Instructions to follow
Return each entry exactly, omitting nothing.

Saved entries
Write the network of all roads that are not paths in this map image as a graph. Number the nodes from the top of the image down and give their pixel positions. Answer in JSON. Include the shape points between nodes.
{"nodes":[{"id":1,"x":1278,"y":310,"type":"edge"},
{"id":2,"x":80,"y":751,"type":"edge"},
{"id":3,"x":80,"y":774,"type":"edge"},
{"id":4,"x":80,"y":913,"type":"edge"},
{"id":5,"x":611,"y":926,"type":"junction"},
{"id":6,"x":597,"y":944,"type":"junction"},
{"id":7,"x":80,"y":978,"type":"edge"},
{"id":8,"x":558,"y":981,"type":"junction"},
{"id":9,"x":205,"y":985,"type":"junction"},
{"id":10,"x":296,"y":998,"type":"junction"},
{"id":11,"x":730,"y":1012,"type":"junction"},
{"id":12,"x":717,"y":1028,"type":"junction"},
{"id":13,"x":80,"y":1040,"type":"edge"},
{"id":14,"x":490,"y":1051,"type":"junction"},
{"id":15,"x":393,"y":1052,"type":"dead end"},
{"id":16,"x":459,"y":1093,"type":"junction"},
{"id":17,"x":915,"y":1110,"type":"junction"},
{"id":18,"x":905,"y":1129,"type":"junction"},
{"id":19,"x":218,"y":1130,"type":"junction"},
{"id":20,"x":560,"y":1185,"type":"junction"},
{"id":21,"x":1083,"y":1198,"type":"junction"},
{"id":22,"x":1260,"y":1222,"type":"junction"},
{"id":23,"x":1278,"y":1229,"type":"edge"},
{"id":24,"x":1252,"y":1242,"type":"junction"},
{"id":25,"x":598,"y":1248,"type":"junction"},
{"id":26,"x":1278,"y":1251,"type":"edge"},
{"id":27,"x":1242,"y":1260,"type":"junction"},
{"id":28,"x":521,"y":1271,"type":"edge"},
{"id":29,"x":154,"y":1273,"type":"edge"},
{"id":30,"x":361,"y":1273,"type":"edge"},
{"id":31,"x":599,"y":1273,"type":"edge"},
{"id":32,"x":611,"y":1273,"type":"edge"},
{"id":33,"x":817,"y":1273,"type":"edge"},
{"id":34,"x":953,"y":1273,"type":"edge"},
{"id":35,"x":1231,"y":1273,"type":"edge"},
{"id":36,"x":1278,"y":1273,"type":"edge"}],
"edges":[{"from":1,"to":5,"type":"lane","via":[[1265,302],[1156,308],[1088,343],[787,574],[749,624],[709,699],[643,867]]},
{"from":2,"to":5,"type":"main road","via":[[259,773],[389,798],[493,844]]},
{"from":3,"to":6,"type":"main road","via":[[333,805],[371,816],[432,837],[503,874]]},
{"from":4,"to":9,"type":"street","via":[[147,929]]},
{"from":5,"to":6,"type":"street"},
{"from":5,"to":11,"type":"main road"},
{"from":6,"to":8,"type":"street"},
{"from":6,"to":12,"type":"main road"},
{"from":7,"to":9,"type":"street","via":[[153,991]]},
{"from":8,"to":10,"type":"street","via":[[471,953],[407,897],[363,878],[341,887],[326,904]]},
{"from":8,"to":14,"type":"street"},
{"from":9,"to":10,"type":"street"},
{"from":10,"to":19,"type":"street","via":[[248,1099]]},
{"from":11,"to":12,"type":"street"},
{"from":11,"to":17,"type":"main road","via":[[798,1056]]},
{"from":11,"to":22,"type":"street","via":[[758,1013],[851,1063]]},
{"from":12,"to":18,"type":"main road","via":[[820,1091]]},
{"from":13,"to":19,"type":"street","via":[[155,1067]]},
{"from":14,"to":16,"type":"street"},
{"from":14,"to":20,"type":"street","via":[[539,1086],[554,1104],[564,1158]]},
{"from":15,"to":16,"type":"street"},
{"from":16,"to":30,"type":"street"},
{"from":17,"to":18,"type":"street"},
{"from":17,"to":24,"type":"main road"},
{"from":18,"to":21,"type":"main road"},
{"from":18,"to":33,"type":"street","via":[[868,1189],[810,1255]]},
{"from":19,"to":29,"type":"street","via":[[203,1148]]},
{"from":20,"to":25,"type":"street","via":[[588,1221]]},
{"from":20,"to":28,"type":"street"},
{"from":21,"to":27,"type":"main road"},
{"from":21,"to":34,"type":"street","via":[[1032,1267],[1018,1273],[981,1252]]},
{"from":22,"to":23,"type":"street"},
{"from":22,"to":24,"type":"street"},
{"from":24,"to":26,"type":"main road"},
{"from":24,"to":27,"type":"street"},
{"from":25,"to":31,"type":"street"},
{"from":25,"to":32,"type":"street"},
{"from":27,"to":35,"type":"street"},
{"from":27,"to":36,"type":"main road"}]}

Exercise answer
Write the network of all roads that are not paths in this map image as a graph. Number the nodes from the top of the image down and give their pixel positions. Answer in JSON. Include the shape points between nodes.
{"nodes":[{"id":1,"x":1278,"y":310,"type":"edge"},
{"id":2,"x":80,"y":751,"type":"edge"},
{"id":3,"x":80,"y":774,"type":"edge"},
{"id":4,"x":80,"y":913,"type":"edge"},
{"id":5,"x":611,"y":926,"type":"junction"},
{"id":6,"x":597,"y":944,"type":"junction"},
{"id":7,"x":80,"y":978,"type":"edge"},
{"id":8,"x":558,"y":981,"type":"junction"},
{"id":9,"x":205,"y":985,"type":"junction"},
{"id":10,"x":296,"y":998,"type":"junction"},
{"id":11,"x":730,"y":1012,"type":"junction"},
{"id":12,"x":717,"y":1028,"type":"junction"},
{"id":13,"x":80,"y":1040,"type":"edge"},
{"id":14,"x":490,"y":1051,"type":"junction"},
{"id":15,"x":393,"y":1052,"type":"dead end"},
{"id":16,"x":459,"y":1093,"type":"junction"},
{"id":17,"x":915,"y":1110,"type":"junction"},
{"id":18,"x":905,"y":1129,"type":"junction"},
{"id":19,"x":218,"y":1130,"type":"junction"},
{"id":20,"x":560,"y":1185,"type":"junction"},
{"id":21,"x":1083,"y":1198,"type":"junction"},
{"id":22,"x":1260,"y":1222,"type":"junction"},
{"id":23,"x":1278,"y":1229,"type":"edge"},
{"id":24,"x":1252,"y":1242,"type":"junction"},
{"id":25,"x":598,"y":1248,"type":"junction"},
{"id":26,"x":1278,"y":1251,"type":"edge"},
{"id":27,"x":1242,"y":1260,"type":"junction"},
{"id":28,"x":521,"y":1271,"type":"edge"},
{"id":29,"x":154,"y":1273,"type":"edge"},
{"id":30,"x":361,"y":1273,"type":"edge"},
{"id":31,"x":599,"y":1273,"type":"edge"},
{"id":32,"x":611,"y":1273,"type":"edge"},
{"id":33,"x":817,"y":1273,"type":"edge"},
{"id":34,"x":953,"y":1273,"type":"edge"},
{"id":35,"x":1231,"y":1273,"type":"edge"},
{"id":36,"x":1278,"y":1273,"type":"edge"}],
"edges":[{"from":1,"to":5,"type":"lane","via":[[1265,302],[1156,308],[1088,343],[787,574],[749,624],[709,699],[643,867]]},
{"from":2,"to":5,"type":"main road","via":[[259,773],[389,798],[493,844]]},
{"from":3,"to":6,"type":"main road","via":[[333,805],[371,816],[432,837],[503,874]]},
{"from":4,"to":9,"type":"street","via":[[147,929]]},
{"from":5,"to":6,"type":"street"},
{"from":5,"to":11,"type":"main road"},
{"from":6,"to":8,"type":"street"},
{"from":6,"to":12,"type":"main road"},
{"from":7,"to":9,"type":"street","via":[[153,991]]},
{"from":8,"to":10,"type":"street","via":[[471,953],[407,897],[363,878],[341,887],[326,904]]},
{"from":8,"to":14,"type":"street"},
{"from":9,"to":10,"type":"street"},
{"from":10,"to":19,"type":"street","via":[[248,1099]]},
{"from":11,"to":12,"type":"street"},
{"from":11,"to":17,"type":"main road","via":[[798,1056]]},
{"from":11,"to":22,"type":"street","via":[[758,1013],[851,1063]]},
{"from":12,"to":18,"type":"main road","via":[[820,1091]]},
{"from":13,"to":19,"type":"street","via":[[155,1067]]},
{"from":14,"to":16,"type":"street"},
{"from":14,"to":20,"type":"street","via":[[539,1086],[554,1104],[564,1158]]},
{"from":15,"to":16,"type":"street"},
{"from":16,"to":30,"type":"street"},
{"from":17,"to":18,"type":"street"},
{"from":17,"to":24,"type":"main road"},
{"from":18,"to":21,"type":"main road"},
{"from":18,"to":33,"type":"street","via":[[868,1189],[810,1255]]},
{"from":19,"to":29,"type":"street","via":[[203,1148]]},
{"from":20,"to":25,"type":"street","via":[[588,1221]]},
{"from":20,"to":28,"type":"street"},
{"from":21,"to":27,"type":"main road"},
{"from":21,"to":34,"type":"street","via":[[1032,1267],[1018,1273],[981,1252]]},
{"from":22,"to":23,"type":"street"},
{"from":22,"to":24,"type":"street"},
{"from":24,"to":26,"type":"main road"},
{"from":24,"to":27,"type":"street"},
{"from":25,"to":31,"type":"street"},
{"from":25,"to":32,"type":"street"},
{"from":27,"to":35,"type":"street"},
{"from":27,"to":36,"type":"main road"}]}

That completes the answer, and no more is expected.